The first two pieces of advice above were all I did the first time I ran the race. Of course, when I was training for the second time, I realized that just sheer willpower wasn’t going to help me improve my time. And I was beginning to notice that as I started running more frequently and longer, I was also getting injured more.

That’s when I started doing other things. The following sections are a little less developed because I just started doing them this year. Thus, I am merely following what I found on the Internet and don’t have the time to incorporate my own experiences yet.


Set up a cool down routine

Once you start running regularly, it’s important to start thinking of routines to help you recover. A simple thing to try is to just not urn everyday. Rest a day between runs.

Another thing I started incorporating were some cool down routines. I primarily did two: Butterfly Pose and tracing the alphabet with my toes.

The Butterfly Pose is a yoga pose to relieve tightness in the lower back and hips.
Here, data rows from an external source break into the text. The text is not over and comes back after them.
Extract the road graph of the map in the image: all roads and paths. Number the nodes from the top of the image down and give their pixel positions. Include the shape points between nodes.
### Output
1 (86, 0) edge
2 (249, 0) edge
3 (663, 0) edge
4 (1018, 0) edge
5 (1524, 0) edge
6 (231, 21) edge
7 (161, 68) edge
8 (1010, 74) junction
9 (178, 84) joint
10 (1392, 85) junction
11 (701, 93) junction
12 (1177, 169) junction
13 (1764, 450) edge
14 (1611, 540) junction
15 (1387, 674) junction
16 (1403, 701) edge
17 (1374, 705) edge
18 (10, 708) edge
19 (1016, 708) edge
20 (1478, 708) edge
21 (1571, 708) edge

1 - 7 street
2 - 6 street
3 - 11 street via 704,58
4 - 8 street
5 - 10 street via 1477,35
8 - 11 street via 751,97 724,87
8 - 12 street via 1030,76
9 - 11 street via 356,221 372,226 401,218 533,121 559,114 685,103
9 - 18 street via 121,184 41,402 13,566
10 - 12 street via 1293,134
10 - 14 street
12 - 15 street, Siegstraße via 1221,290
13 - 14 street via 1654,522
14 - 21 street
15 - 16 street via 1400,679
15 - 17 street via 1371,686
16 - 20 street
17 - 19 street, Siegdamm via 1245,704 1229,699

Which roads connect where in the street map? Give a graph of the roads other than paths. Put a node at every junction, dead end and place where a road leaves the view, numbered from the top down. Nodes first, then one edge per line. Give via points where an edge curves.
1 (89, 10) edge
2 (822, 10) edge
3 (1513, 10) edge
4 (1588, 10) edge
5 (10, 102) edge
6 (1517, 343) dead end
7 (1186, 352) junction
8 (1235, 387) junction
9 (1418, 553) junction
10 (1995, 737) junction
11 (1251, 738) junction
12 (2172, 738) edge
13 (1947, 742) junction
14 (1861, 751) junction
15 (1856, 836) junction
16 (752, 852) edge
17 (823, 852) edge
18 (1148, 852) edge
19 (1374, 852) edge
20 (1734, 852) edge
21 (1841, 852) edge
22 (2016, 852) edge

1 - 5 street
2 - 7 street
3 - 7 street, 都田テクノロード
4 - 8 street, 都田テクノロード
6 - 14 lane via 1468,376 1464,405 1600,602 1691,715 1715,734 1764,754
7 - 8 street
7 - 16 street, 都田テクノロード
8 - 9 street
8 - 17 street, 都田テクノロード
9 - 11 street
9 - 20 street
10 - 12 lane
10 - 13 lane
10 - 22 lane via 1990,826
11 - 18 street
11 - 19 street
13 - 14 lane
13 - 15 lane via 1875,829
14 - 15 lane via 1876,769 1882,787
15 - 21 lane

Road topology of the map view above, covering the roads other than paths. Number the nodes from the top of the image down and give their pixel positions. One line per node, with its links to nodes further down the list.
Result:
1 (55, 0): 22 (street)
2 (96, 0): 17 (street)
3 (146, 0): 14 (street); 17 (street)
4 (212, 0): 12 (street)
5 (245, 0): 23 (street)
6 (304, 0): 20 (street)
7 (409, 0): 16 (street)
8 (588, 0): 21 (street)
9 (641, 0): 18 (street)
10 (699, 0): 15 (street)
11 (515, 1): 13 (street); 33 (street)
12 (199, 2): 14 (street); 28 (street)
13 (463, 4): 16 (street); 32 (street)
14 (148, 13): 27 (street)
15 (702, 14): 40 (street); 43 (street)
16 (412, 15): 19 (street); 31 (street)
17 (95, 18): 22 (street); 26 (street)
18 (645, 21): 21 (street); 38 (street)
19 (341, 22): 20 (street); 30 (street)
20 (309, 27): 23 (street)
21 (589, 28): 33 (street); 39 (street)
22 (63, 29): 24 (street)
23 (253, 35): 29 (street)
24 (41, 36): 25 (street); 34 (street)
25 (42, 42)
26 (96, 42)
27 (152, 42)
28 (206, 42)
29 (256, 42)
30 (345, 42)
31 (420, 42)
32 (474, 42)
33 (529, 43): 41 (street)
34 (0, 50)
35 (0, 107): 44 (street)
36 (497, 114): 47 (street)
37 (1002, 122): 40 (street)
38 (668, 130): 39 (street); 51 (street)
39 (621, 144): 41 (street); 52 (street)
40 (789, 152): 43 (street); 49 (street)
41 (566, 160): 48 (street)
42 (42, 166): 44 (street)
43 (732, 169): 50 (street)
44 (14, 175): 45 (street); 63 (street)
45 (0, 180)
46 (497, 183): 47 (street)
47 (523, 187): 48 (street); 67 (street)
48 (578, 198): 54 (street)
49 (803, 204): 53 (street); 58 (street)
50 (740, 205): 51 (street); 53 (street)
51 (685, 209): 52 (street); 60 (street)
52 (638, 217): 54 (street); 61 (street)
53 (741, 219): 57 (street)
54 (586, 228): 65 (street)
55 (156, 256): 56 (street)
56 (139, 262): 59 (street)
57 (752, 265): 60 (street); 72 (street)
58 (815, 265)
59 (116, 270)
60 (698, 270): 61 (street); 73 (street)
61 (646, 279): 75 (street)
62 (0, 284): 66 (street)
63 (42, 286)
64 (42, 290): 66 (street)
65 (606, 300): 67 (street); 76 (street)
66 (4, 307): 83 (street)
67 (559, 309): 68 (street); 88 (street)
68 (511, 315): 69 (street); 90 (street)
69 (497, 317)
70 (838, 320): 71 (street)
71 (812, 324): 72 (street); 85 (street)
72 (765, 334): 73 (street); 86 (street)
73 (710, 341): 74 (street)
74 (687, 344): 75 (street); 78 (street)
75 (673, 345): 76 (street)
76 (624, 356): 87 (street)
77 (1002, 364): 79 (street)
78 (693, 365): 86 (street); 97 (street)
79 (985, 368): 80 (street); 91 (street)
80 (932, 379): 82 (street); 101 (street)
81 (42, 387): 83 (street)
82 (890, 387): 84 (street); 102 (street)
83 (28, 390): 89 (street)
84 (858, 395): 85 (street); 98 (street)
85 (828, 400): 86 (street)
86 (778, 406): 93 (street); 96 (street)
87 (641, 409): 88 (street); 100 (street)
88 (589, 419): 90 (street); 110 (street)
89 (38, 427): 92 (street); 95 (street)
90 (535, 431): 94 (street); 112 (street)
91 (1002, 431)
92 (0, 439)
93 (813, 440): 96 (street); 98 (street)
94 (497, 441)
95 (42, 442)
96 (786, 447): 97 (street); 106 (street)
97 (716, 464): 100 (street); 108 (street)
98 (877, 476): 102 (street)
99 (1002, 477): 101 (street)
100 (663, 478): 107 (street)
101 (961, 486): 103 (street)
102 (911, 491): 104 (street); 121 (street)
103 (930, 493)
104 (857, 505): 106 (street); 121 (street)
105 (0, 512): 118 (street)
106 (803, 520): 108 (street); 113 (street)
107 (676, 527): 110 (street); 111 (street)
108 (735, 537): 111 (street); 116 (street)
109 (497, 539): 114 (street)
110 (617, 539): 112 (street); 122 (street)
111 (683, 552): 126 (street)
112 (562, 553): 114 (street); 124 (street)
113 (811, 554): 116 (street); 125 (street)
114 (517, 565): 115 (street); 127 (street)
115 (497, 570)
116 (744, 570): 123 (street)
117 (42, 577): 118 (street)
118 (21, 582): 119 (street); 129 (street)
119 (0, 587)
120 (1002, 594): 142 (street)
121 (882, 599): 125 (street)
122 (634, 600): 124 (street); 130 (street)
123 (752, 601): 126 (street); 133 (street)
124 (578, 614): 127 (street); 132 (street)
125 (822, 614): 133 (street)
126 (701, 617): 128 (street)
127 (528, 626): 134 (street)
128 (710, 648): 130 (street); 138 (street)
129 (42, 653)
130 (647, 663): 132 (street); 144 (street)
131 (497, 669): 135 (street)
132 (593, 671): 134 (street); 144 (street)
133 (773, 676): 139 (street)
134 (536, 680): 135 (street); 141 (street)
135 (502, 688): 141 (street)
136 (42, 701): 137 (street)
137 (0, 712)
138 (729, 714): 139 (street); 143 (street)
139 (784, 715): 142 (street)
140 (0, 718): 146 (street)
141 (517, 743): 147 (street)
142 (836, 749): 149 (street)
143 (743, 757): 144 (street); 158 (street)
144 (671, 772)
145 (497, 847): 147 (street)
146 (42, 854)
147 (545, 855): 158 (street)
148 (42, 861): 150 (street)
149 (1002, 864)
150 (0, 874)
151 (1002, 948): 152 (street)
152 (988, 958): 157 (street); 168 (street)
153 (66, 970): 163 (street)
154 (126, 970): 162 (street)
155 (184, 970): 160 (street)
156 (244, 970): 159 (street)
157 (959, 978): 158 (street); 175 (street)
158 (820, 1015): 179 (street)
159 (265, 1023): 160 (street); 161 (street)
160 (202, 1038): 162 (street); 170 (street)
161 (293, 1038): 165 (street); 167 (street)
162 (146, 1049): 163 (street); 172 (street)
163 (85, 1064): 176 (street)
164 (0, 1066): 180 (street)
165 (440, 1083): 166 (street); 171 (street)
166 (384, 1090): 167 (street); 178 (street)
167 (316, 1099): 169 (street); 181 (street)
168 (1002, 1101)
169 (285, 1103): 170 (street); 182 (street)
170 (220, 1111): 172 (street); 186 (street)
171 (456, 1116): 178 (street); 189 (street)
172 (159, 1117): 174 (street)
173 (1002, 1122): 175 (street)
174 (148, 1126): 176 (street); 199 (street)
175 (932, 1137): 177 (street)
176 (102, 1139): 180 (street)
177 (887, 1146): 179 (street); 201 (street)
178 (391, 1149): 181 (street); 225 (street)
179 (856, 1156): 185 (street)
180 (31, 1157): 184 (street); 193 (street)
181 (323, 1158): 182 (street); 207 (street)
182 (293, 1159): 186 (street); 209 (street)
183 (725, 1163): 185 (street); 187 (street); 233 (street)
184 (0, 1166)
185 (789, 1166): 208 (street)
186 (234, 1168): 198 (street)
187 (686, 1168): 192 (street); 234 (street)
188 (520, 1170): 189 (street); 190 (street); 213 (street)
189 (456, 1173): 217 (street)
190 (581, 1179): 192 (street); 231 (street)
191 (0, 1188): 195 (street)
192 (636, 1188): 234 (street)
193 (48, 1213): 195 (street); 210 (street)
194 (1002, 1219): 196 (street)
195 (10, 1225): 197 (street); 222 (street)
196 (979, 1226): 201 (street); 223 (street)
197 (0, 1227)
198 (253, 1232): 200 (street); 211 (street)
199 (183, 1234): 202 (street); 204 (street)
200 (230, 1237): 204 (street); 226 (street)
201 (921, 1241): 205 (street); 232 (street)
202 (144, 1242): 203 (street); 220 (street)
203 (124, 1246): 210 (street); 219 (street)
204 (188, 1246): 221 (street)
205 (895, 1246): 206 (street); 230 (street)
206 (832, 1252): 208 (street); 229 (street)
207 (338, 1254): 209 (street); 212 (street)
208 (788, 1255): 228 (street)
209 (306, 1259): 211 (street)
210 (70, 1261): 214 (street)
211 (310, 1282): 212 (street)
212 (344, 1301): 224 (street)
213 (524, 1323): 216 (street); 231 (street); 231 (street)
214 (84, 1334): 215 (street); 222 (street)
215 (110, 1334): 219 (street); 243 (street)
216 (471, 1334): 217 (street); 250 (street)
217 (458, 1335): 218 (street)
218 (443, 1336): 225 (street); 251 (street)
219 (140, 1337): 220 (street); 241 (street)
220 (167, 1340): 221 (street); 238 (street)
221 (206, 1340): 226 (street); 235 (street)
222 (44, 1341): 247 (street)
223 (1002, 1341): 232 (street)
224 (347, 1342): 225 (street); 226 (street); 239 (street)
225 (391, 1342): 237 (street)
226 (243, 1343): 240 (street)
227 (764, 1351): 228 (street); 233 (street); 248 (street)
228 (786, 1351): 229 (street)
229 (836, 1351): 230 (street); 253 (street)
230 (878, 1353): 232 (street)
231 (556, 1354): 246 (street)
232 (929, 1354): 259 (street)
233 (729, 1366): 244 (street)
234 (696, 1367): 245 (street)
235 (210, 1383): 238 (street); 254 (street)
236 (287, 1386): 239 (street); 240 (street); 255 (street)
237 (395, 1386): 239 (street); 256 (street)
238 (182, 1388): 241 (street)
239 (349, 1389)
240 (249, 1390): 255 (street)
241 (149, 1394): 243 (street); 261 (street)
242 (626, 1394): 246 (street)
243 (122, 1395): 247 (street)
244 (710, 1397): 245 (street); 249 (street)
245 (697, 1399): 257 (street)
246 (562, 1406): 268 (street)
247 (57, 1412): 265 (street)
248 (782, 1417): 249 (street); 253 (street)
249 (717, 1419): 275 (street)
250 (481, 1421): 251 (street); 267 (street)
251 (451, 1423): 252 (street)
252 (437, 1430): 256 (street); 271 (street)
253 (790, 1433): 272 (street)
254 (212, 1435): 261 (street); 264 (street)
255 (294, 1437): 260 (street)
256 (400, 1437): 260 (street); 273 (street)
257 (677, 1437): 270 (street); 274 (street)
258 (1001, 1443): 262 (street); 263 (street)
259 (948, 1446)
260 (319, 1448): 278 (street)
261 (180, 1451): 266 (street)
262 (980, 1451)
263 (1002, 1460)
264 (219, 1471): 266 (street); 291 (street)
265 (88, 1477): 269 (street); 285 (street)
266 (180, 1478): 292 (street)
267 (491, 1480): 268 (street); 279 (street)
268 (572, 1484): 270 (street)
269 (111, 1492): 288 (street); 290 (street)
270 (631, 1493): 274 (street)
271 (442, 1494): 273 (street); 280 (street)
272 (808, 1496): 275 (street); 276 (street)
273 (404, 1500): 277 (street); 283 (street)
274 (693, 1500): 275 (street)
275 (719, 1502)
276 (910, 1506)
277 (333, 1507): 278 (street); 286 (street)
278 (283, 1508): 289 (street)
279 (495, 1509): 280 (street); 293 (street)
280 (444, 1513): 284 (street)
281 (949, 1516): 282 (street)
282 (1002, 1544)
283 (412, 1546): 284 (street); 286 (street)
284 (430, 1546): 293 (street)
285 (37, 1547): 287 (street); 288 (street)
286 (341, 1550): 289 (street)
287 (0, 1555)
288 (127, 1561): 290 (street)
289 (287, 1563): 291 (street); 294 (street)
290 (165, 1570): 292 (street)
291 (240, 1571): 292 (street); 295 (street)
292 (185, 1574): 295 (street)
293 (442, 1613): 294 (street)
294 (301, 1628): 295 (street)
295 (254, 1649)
Tracing the alphabet with my toes helps reduce the chances of shin splints, which is an injury that is very common with overpronators (like myself).

Do strength training

To improve my speed, I needed to do strength training. Remember how I said, I had skinny legs? Well, I needed to both increase my strength to be able to run faster. Because of how light I weigh, it is not sufficient to just run more frequently or longer distances to build strength and muscle.

To improve my strength, I did two things:

  1. Squats, lunges and calf raises following the advice from [Scooby's Workshop](http://scoobysworkshop.com/leg-exercises/)
  2. Standing hip abductor and single-leg squats from [Runner's World](http://www.runnersworld.com/running-tips/strength-exercises-help-you-run-faster)

Vary your runs

As I began to run more frequently and for longer distances, things began to feel a little boring.

Fortunately, there are many ways to vary your run. I follow this article and do a combination of fartlek and tempo runs. Fartlek runs are particularly fun for me since they break the monotocity of long distance runs.


So those are what I did while training for the half marathon. I hope that some of you might find it useful as you train for your first half marathon. I’ll be happy to read about any comments you have.